Similarly, the old “monkey bars” that young children played on built convergence skill because with poor convergence, depth perception is lacking and with poor depth perception, a child will miss the next bar he's reaching for. This is also true of the suspended horizontal ladder seen on many playgrounds today. Miss the next rung and you fall or dangle helplessly, so there’s an incentive to concentrate your visual efforts on a precise point.
But some children's visual skills fail to develop on schedule. If your child skipped crawling and went right to walking, he might have done so because he was so visually uncomfortable trying to look at the floor in front of him that he struggled mightily to get to his feet where the view was easier on the eyes (because he didn’t need to converge his eyes to see where he was placing his hands.)
The Brain’s Workaround to Fix Convergence Insufficiency
As I’ve said elsewhere on this site, vision problems usually run in families. And, due to the relative scarcity of developmental optometrists in the past, most adults who had vision problems like convergence insufficiency as children have never had them addressed, though they might eventually have overcome them one way or another.
Interestingly, if you tested those adults today you would probably find that many of them didn’t actually correct convergence insufficiency, but instead developed compensating mechanisms. One of those mechanisms is to use only one eye when reading, so that the brain isn’t confused by two conflicting images. I had a parent in my office one day whose child I was certain had an untreated vision problem and I was trying to demonstrate something to her. When she put on a pair of polarized glasses, instead of seeing what she was supposed to see, she said that one side of the target was completely black.

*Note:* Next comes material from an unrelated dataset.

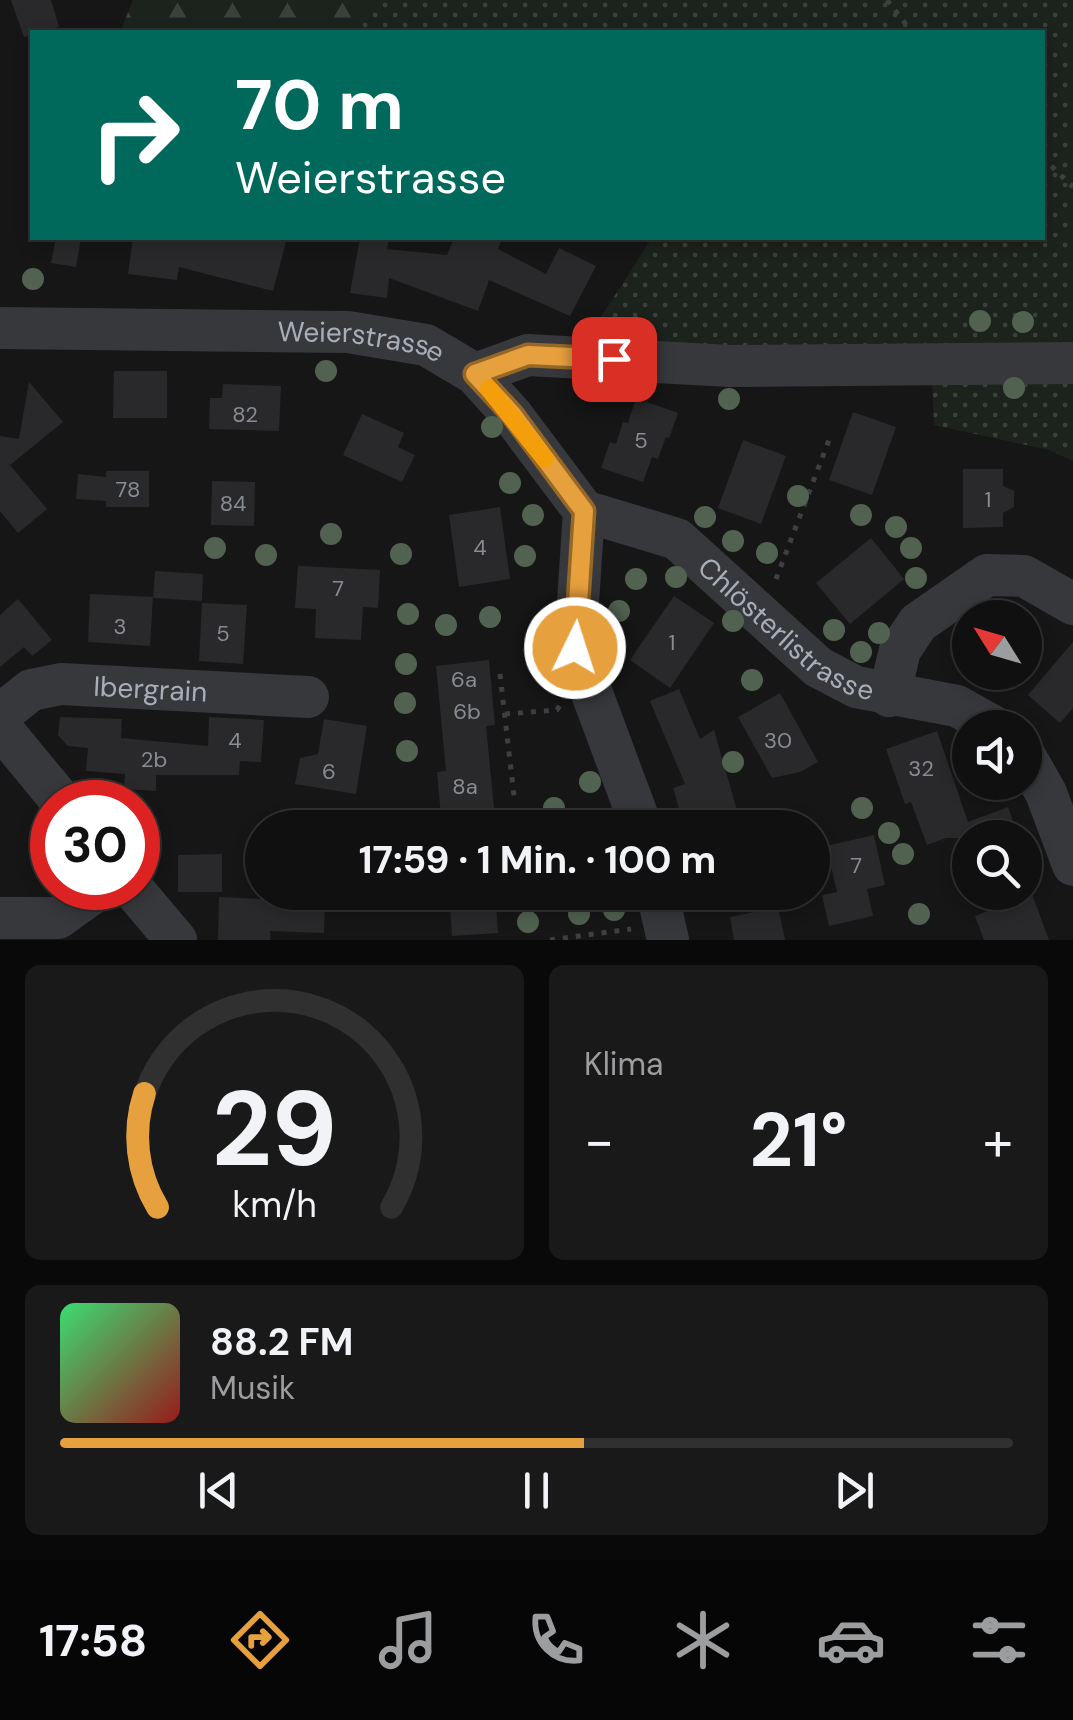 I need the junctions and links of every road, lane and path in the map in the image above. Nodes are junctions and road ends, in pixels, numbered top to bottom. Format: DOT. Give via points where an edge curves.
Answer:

Without going into detail, that is what would logically happen if she was only using one eye for near work.
However, she had both eyes open, so what was happening? Well, it turns out that the brain is inventive when presented with a problem like poorly developed convergence skill. As described in the article Alternating Suppression, vision therapists can use red/green glasses to spot a child (or an adult) who is suppressing the visual input from one eye.
In the adult’s case, that suppression (not blindness, but suppression) is very likely permanent and affects the same eye consistently. However, in the case of a young child, vision therapists often observe a phenomenon called alternating suppression, which I believe is the result of the brain attempting to train normal convergence ability before taking the more extreme route of shutting down the input from one eye when doing near work.
Correcting Convergence Insufficiency
Because it is a skill, proper convergence ability can be developed. In fact, most children ordinarily do develop proper convergence skill. Those who don't, often the very children who struggle with reading, will usually benefit from vision therapy. If you think of vision therapy as physical therapy for the eyes, you won't be too far off, at least when it comes to correcting convergence insufficiency.
I should point out, though, that vision therapy doesn't actually teach a child to read. Instead it enables a child to view print more comfortably. However, if he's already learned to read earlier and during vision therapy puts that learning to good use, it could easily appear to the parent that vision therapy has taught him to read.
Conversely, if he now can read comfortably, but has never learned how, the parents could end up being disappointed with the results of vision therapy. That is, the parents might not realize that their child still has to learn how to read before he can put his recently-developed visual skills to good use.